== Segment start ==

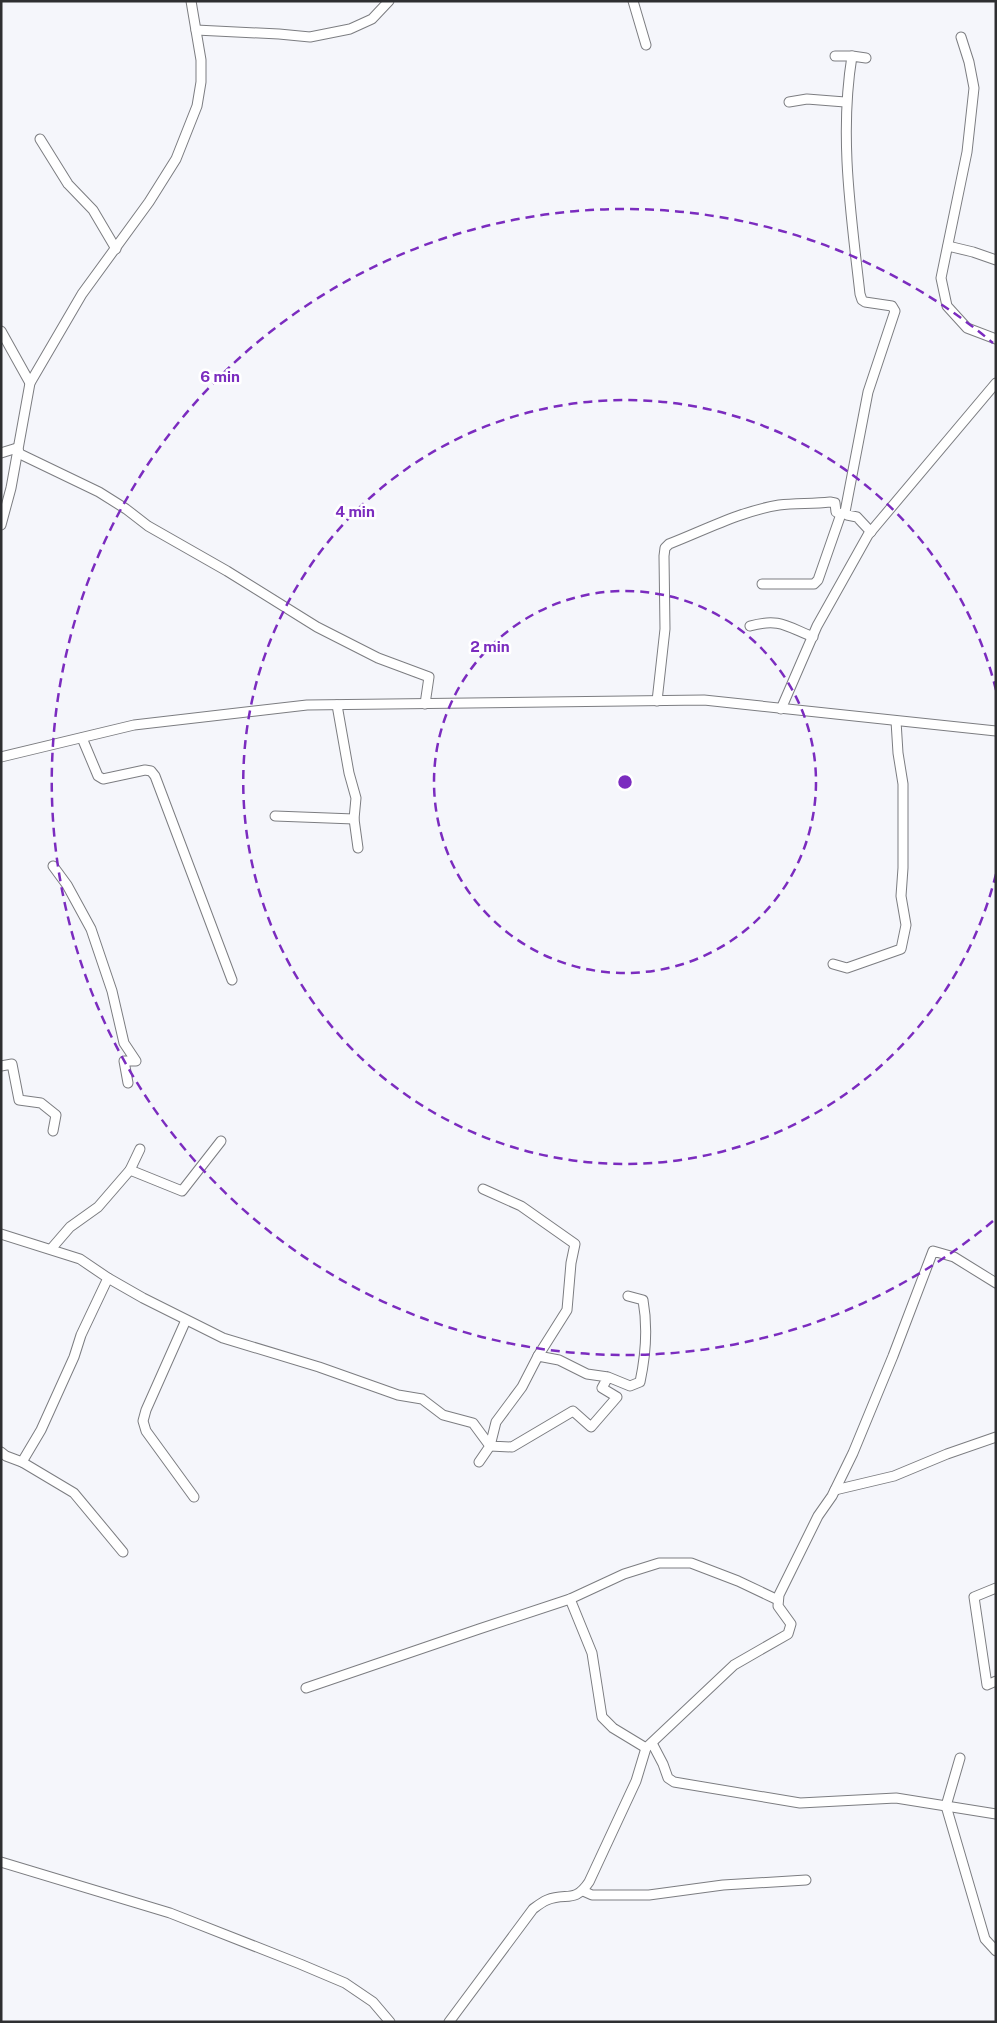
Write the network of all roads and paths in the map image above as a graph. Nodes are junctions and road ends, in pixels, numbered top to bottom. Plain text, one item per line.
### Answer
1 (192, 1) edge
2 (389, 1) edge
3 (633, 1) edge
4 (196, 30) junction
5 (961, 37) dead end
6 (646, 45) dead end
7 (835, 56) dead end
8 (852, 56) junction
9 (866, 58) dead end
10 (789, 102) dead end
11 (845, 102) junction
12 (40, 139) dead end
13 (948, 246) junction
14 (116, 249) junction
15 (996, 260) edge
16 (1, 331) edge
17 (996, 339) edge
18 (996, 382) edge
19 (30, 383) junction
20 (17, 448) junction
21 (1, 453) edge
22 (843, 513) junction
23 (1, 524) edge
24 (871, 532) junction
25 (762, 584) dead end
26 (750, 626) dead end
27 (813, 637) junction
28 (657, 701) junction
29 (337, 704) junction
30 (425, 704) junction
31 (781, 709) junction
32 (896, 721) junction
33 (996, 731) edge
34 (82, 738) junction
35 (1, 757) edge
36 (274, 816) dead end
37 (354, 819) junction
38 (358, 848) dead end
39 (53, 866) dead end
40 (834, 964) dead end
41 (232, 980) dead end
42 (1, 1066) edge
43 (128, 1083) dead end
44 (53, 1131) dead end
45 (221, 1141) dead end
46 (140, 1149) dead end
47 (130, 1170) junction
48 (483, 1189) dead end
49 (1, 1234) edge
50 (51, 1249) junction
51 (108, 1278) junction
52 (996, 1283) edge
53 (628, 1296) dead end
54 (186, 1320) junction
55 (538, 1356) junction
56 (608, 1377) junction
57 (996, 1437) edge
58 (490, 1446) junction
59 (1, 1452) edge
60 (22, 1462) junction
61 (479, 1462) dead end
62 (834, 1490) junction
63 (194, 1497) dead end
64 (123, 1552) dead end
65 (996, 1588) edge
66 (570, 1599) junction
67 (778, 1600) junction
68 (996, 1681) edge
69 (306, 1688) dead end
70 (649, 1746) junction
71 (960, 1758) dead end
72 (946, 1806) junction
73 (996, 1814) edge
74 (1, 1862) edge
75 (806, 1880) dead end
76 (583, 1891) junction
77 (996, 1951) edge
78 (390, 2022) edge
79 (450, 2022) edge

1 - 4 street
2 - 4 street
3 - 6 street
4 - 14 street
5 - 13 street
7 - 8 street
8 - 9 street
8 - 11 street
10 - 11 street
11 - 22 street
12 - 14 street
13 - 15 street
13 - 17 street
14 - 19 street
16 - 19 street
18 - 24 street
19 - 20 street
20 - 21 street
20 - 23 street
20 - 30 street
22 - 24 street
22 - 25 street
22 - 28 street
24 - 27 street
26 - 27 street
27 - 31 street
28 - 30 street
28 - 31 street
29 - 30 street
29 - 34 street
29 - 37 street
31 - 32 street
32 - 33 street
32 - 40 street
34 - 35 street
34 - 41 street
36 - 37 street
37 - 38 street
39 - 43 street
42 - 44 street
45 - 47 street
46 - 47 street
47 - 50 street
48 - 55 street
49 - 50 street
50 - 51 street
51 - 54 street
51 - 60 street
52 - 62 street
53 - 56 street
54 - 58 street
54 - 63 street
55 - 56 street
55 - 58 street
56 - 58 street
57 - 62 street
58 - 61 street
59 - 60 street
60 - 64 street
62 - 67 street
65 - 68 street
66 - 67 street
66 - 69 street
66 - 70 street
67 - 70 street
70 - 72 street
70 - 76 street
71 - 72 street
72 - 73 street
72 - 77 street
74 - 78 street
75 - 76 street
76 - 79 street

== Segment end ==

### INSTRUCTIONS FOR THE TASK:
If the data includes images, skip them and copy every line exactly.

### TASK OUTPUT:
Write the network of all roads and paths in the map image above as a graph. Nodes are junctions and road ends, in pixels, numbered top to bottom. Plain text, one item per line.
### Answer
1 (192, 1) edge
2 (389, 1) edge
3 (633, 1) edge
4 (196, 30) junction
5 (961, 37) dead end
6 (646, 45) dead end
7 (835, 56) dead end
8 (852, 56) junction
9 (866, 58) dead end
10 (789, 102) dead end
11 (845, 102) junction
12 (40, 139) dead end
13 (948, 246) junction
14 (116, 249) junction
15 (996, 260) edge
16 (1, 331) edge
17 (996, 339) edge
18 (996, 382) edge
19 (30, 383) junction
20 (17, 448) junction
21 (1, 453) edge
22 (843, 513) junction
23 (1, 524) edge
24 (871, 532) junction
25 (762, 584) dead end
26 (750, 626) dead end
27 (813, 637) junction
28 (657, 701) junction
29 (337, 704) junction
30 (425, 704) junction
31 (781, 709) junction
32 (896, 721) junction
33 (996, 731) edge
34 (82, 738) junction
35 (1, 757) edge
36 (274, 816) dead end
37 (354, 819) junction
38 (358, 848) dead end
39 (53, 866) dead end
40 (834, 964) dead end
41 (232, 980) dead end
42 (1, 1066) edge
43 (128, 1083) dead end
44 (53, 1131) dead end
45 (221, 1141) dead end
46 (140, 1149) dead end
47 (130, 1170) junction
48 (483, 1189) dead end
49 (1, 1234) edge
50 (51, 1249) junction
51 (108, 1278) junction
52 (996, 1283) edge
53 (628, 1296) dead end
54 (186, 1320) junction
55 (538, 1356) junction
56 (608, 1377) junction
57 (996, 1437) edge
58 (490, 1446) junction
59 (1, 1452) edge
60 (22, 1462) junction
61 (479, 1462) dead end
62 (834, 1490) junction
63 (194, 1497) dead end
64 (123, 1552) dead end
65 (996, 1588) edge
66 (570, 1599) junction
67 (778, 1600) junction
68 (996, 1681) edge
69 (306, 1688) dead end
70 (649, 1746) junction
71 (960, 1758) dead end
72 (946, 1806) junction
73 (996, 1814) edge
74 (1, 1862) edge
75 (806, 1880) dead end
76 (583, 1891) junction
77 (996, 1951) edge
78 (390, 2022) edge
79 (450, 2022) edge

1 - 4 street
2 - 4 street
3 - 6 street
4 - 14 street
5 - 13 street
7 - 8 street
8 - 9 street
8 - 11 street
10 - 11 street
11 - 22 street
12 - 14 street
13 - 15 street
13 - 17 street
14 - 19 street
16 - 19 street
18 - 24 street
19 - 20 street
20 - 21 street
20 - 23 street
20 - 30 street
22 - 24 street
22 - 25 street
22 - 28 street
24 - 27 street
26 - 27 street
27 - 31 street
28 - 30 street
28 - 31 street
29 - 30 street
29 - 34 street
29 - 37 street
31 - 32 street
32 - 33 street
32 - 40 street
34 - 35 street
34 - 41 street
36 - 37 street
37 - 38 street
39 - 43 street
42 - 44 street
45 - 47 street
46 - 47 street
47 - 50 street
48 - 55 street
49 - 50 street
50 - 51 street
51 - 54 street
51 - 60 street
52 - 62 street
53 - 56 street
54 - 58 street
54 - 63 street
55 - 56 street
55 - 58 street
56 - 58 street
57 - 62 street
58 - 61 street
59 - 60 street
60 - 64 street
62 - 67 street
65 - 68 street
66 - 67 street
66 - 69 street
66 - 70 street
67 - 70 street
70 - 72 street
70 - 76 street
71 - 72 street
72 - 73 street
72 - 77 street
74 - 78 street
75 - 76 street
76 - 79 street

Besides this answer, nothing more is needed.